Network.HTTP + ByteStrings

Haskell’s Network.HTTP package isn’t quite as good as it could be. Well, to be precise, it is not at all as good as it should be. In addition to API problems (for which I proposed a solution in my previous blog entry) there’s also a major performance problem, due to strictness and use of regular list-based Strings. A simple wget-style program written in Haskell used like ./get http://localhost/file.big on a local 175 MB file almost locked my 1GB laptop due to constant swapping. I had to kill it, as it was using up more than 500 MB of RAM (still swapping). At this point it had run for 50 seconds at had written not a single byte to the output file. At the same time a normal wget completed after abound 10 seconds. Since the file was retrieved from a local server I assume overall performance was inherently limited by disk speed (or the operating system’s caching strategy). The current implementation performed so badly for two reasons:

  • Since it uses list-based strings each retrieved byte will take up (at least) 8 byte in program memory (one cons cell, or tag + data + pointer to tail).

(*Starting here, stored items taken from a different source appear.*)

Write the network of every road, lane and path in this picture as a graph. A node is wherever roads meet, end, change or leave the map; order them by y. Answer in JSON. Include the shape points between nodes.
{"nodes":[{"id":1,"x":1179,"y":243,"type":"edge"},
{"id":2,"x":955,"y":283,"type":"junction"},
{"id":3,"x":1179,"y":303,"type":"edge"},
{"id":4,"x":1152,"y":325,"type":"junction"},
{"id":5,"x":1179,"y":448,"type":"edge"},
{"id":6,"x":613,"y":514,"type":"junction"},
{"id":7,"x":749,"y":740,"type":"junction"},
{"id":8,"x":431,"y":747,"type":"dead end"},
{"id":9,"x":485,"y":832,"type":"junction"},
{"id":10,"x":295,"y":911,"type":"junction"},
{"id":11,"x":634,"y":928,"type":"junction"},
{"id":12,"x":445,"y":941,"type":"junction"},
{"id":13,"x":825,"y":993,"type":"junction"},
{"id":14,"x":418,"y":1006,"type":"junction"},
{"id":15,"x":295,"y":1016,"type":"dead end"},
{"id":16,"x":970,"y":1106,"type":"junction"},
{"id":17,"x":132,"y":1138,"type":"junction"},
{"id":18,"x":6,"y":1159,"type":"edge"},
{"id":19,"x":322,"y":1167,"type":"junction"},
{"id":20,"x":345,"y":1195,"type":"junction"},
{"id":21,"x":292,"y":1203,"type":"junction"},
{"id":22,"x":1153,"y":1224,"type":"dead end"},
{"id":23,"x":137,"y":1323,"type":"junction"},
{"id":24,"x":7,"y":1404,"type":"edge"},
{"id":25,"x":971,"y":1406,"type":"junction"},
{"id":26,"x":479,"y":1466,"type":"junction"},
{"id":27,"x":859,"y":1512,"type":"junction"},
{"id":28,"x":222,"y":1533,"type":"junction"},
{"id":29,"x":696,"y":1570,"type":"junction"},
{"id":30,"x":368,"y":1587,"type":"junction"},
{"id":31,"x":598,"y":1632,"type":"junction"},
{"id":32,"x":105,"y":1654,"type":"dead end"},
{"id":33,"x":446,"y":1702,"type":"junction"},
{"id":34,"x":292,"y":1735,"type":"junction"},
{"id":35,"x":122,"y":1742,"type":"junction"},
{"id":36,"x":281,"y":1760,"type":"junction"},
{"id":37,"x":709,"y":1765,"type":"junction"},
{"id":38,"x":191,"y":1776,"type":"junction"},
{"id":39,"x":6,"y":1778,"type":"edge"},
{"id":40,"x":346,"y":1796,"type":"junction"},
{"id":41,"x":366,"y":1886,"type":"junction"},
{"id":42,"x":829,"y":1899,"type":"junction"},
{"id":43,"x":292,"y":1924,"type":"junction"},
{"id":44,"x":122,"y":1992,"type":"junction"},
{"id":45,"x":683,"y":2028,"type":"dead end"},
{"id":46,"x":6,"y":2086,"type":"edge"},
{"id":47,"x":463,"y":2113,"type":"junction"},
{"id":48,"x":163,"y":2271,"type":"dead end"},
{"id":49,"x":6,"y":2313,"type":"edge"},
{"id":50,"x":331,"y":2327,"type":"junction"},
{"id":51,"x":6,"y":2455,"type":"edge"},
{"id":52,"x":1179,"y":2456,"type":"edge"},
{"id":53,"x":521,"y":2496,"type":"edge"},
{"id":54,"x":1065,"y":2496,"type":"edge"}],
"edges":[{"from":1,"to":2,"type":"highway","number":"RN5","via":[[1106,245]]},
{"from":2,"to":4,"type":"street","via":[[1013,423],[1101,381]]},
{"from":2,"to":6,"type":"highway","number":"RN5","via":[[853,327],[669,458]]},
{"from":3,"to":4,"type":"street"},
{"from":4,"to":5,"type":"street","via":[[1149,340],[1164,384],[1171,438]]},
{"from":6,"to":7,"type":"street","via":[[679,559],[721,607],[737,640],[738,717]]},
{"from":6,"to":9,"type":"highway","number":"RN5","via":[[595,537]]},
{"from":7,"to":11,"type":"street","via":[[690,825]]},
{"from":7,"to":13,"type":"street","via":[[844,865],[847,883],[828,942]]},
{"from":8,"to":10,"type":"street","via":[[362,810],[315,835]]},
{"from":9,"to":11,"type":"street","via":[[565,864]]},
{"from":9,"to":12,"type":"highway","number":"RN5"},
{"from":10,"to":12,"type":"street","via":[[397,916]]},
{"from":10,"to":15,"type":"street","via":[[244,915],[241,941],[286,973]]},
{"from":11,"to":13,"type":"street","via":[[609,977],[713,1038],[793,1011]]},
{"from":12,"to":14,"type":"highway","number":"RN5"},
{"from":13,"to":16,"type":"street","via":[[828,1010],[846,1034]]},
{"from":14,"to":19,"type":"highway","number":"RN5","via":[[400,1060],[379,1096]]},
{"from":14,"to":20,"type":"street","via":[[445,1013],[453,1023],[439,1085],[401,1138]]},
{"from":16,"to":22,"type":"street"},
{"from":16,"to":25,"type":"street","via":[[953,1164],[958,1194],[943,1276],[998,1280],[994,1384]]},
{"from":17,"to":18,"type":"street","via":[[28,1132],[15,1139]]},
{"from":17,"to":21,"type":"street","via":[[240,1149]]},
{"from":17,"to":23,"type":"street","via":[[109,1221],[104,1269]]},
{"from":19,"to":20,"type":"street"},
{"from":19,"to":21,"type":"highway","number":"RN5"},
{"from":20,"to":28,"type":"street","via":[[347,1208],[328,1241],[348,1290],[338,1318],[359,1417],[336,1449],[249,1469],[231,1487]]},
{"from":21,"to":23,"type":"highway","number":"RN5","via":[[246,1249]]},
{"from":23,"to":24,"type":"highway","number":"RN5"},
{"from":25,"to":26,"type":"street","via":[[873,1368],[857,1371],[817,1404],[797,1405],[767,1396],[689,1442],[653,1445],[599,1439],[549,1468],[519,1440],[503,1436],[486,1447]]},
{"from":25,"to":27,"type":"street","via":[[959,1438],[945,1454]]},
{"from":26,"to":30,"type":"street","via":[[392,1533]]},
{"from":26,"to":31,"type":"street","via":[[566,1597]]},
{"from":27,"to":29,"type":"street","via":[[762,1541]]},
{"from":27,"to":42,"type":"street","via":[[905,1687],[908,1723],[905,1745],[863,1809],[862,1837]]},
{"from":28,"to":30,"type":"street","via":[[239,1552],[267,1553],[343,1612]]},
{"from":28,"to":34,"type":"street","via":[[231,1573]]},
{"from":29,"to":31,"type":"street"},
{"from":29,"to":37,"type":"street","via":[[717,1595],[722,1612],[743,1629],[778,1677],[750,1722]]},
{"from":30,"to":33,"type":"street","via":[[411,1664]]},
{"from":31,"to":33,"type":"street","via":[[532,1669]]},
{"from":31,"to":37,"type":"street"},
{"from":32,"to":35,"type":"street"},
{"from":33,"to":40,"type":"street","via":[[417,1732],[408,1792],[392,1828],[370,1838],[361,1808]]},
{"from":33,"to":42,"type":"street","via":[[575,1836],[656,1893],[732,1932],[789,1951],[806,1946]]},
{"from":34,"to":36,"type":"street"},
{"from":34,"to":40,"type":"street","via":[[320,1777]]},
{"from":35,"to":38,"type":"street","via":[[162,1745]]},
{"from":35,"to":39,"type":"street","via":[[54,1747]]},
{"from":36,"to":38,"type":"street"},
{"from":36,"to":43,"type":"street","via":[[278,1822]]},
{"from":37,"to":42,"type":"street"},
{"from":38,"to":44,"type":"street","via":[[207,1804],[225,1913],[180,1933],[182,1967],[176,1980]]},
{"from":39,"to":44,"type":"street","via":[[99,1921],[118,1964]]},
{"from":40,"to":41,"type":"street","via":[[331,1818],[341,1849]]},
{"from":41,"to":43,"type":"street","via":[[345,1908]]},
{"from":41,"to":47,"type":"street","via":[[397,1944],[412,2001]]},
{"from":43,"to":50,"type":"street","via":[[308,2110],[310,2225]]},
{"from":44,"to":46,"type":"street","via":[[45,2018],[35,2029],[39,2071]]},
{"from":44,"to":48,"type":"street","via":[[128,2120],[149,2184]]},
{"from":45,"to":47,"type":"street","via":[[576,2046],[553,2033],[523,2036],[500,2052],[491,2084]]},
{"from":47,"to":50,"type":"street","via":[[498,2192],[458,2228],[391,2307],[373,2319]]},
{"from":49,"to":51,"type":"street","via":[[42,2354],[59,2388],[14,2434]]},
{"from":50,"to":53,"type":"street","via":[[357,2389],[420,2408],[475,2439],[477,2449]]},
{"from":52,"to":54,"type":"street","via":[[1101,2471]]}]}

  • It implements custom, list-based buffering. The buffer size is 1000 characters/bytes, which is rather OK for line-based reading, but if the HTTP protocol requests to read a large block of data, this block will be read in 1000 byte chunks and then be appended to the part that has alrady been read. So if we read a block of 8000 bytes, the first block will be read and consequently be copied 8-times(!). Let’s not think about reading a block of 175000000 bytes. Also because we already know the answer.

But let’s not flame the original author(s). It’s better than nothing and it gave me and my project partner Jonas an interesting project topic. So we decided to overcome the evil at its root and replace Strings using ByteStrings–this way we would get buffering for free. To give you a taste for what this accomplishes:

Program Runtime Memory Use
wget ~10s ~0.5MB
./get using strict ByteStrings ~18s ~175MB
./get using lazy ByteStrings ~11s ~3MB

Adding strict ByteStrings was relatively straightforward. Network.HTTP already implements a simple Stream abstraction with a simple interface:

Implementing this for strict ByteStrings is just a matter of calling the corresponding functions from the ByteStrings module. With one small annoyance: The HTTP parsing functions expect readLine to return the trailing newline, which hGetLine does not include, so we have to append it manually, which in turn is an O(n) operation. For simplicity, we also didn’t convert the header parsing and writing functions to use ByteStrings, but instead inserted the appropriate calls to pack and unpack. This could become a performance bottleneck if we have many small HTTP requests. OTOH, we might soon have a Parsec version that works on ByteStrings. As could be seen from the above benchmarks, using strict ByteStrings still forces us to completely load a packet into memory before we can start using it, which may result in unnecessary high memory usage. The obvious solution to this problem is to use lazy ByteStrings. For lazy ByteStrings things work a bit differently. Instead of calling hGet and hGetLine inside the stream API, we call hGetContents when we open the connection. This gives us a lazy ByteString which we store in the connection object and then use regular list functions on that string to implement the required API.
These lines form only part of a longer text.